NarcoGuerra is a strategy title that puts players in the role of the Mexican government. Using mechanics similar to the board game Risk, you must try to find and destroy drug cartels in a never-ending battle.
“We’ve built a simulation based on our research about the reality of the War on Drugs,” NarcoGuerra lead designer Tomas Rawlings told GamesBeat. “[The game shows] how corruption and street price ebb and flow with police actions. It’s up to the player from there [to decide] what they get out of the game, but most gamers I come across are smart people. I think they’ll figure out that to win this war to have to understand it’s not a war in any conventional sense at all.”
Rawlings previously produced strategy title Endgame: Syria that used game mechanics to explore that nation’s civil war. Endgame: Syria drew some criticism for using real-life current events in a game, and Apple blocked its release on the iOS App Store. The studio was able to get it back on the App Store after removing the references to real places and governments. Rawlings feels that this is an unfair double standard.
“In reflecting the world around us a singer might write a song, a filmmaker produces a documentary, and a journalist writes an article. As games developers we express our interests via games,” said Rawlings. “Just because our form of expression is through games, this doesn’t mean we take the subject any less seriously. This game aims to engage players in the issue and get them to think about why this war is still going on despite the billions [of dollars] spent on it.”
NarcoGuerra costs 99 cents. It is the first time GameTheNews is charging for one of its titles, and that’s because the group feels it is a premium experience.
“The game is the biggest ‘newsgame’ we’ve created, which has taken a lot of time, effort, and expense,” said Rawlings. “All news organizations have to make income to pay staff — we’re no different in that respect.”
This isn’t the first time video games have looked at the War on Drugs, but Rawlings feels it’s the first time an interactive title is investigating it with any nuance.

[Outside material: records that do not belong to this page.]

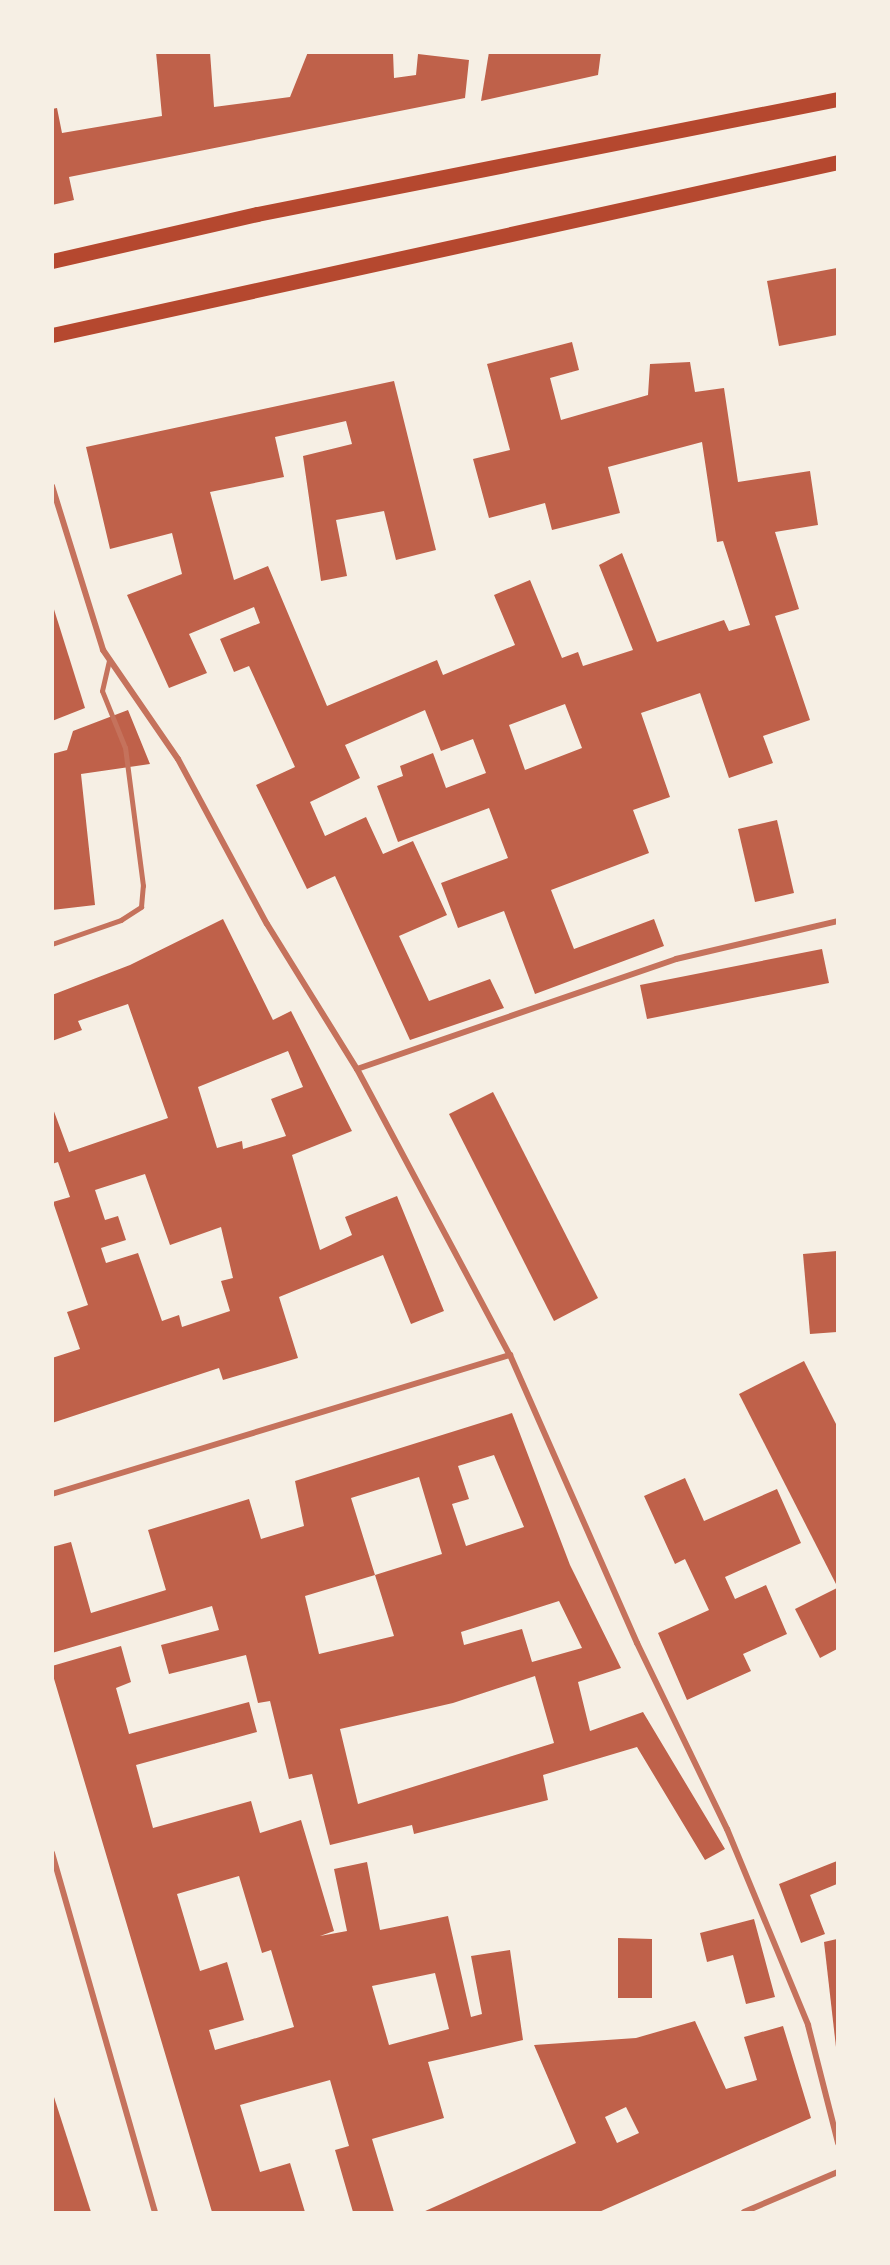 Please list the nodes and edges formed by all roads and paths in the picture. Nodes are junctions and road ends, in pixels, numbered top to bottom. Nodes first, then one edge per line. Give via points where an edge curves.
1 (837, 99) edge
2 (837, 162) edge
3 (52, 261) edge
4 (52, 335) edge
5 (52, 486) edge
6 (110, 660) junction
7 (837, 921) edge
8 (52, 944) edge
9 (357, 1069) junction
10 (510, 1355) junction
11 (52, 1494) edge
12 (52, 1853) edge
13 (837, 2143) edge
14 (837, 2172) edge
15 (155, 2212) edge
16 (744, 2212) edge

1 - 3 main road via 257,214
2 - 4 main road
5 - 6 street via 103,650
6 - 8 lane via 102,691 125,748 143,886 141,906 121,920
6 - 9 street via 178,759 267,924
7 - 9 street via 676,959
9 - 10 street
10 - 11 street
10 - 13 street via 637,1643 732,1840 808,2025
12 - 15 street
14 - 16 street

“Games have covered this area a lot but never in a deeper sense that just good versus bad,” he said. “For example, Call of Duty: Modern Warfare 2 has the Favela level, but we don’t ask why is this fighting going us — we just point and shoot. We wanted to delve a bit deeper into the why and a strategy game makes a great frame to do this.”
In fact, just in making this game, Rawlings said he learned many things about the Drug War that he wasn’t previously aware of.
“I assumed the solution was going to be in tackling consumption and not production and trafficking,” the designer told us. “But it turns out that consumption per person hasn’t really changed that much. I also learned how violent and damaging this situation is for so many people. Albert Einstein said insanity is doing the same thing over and over again and expecting different results.”
Rawlings believes that by experiencing the decision making themselves, gamers might get a better understanding that the War on Drugs requires a fresh infusion of ideas.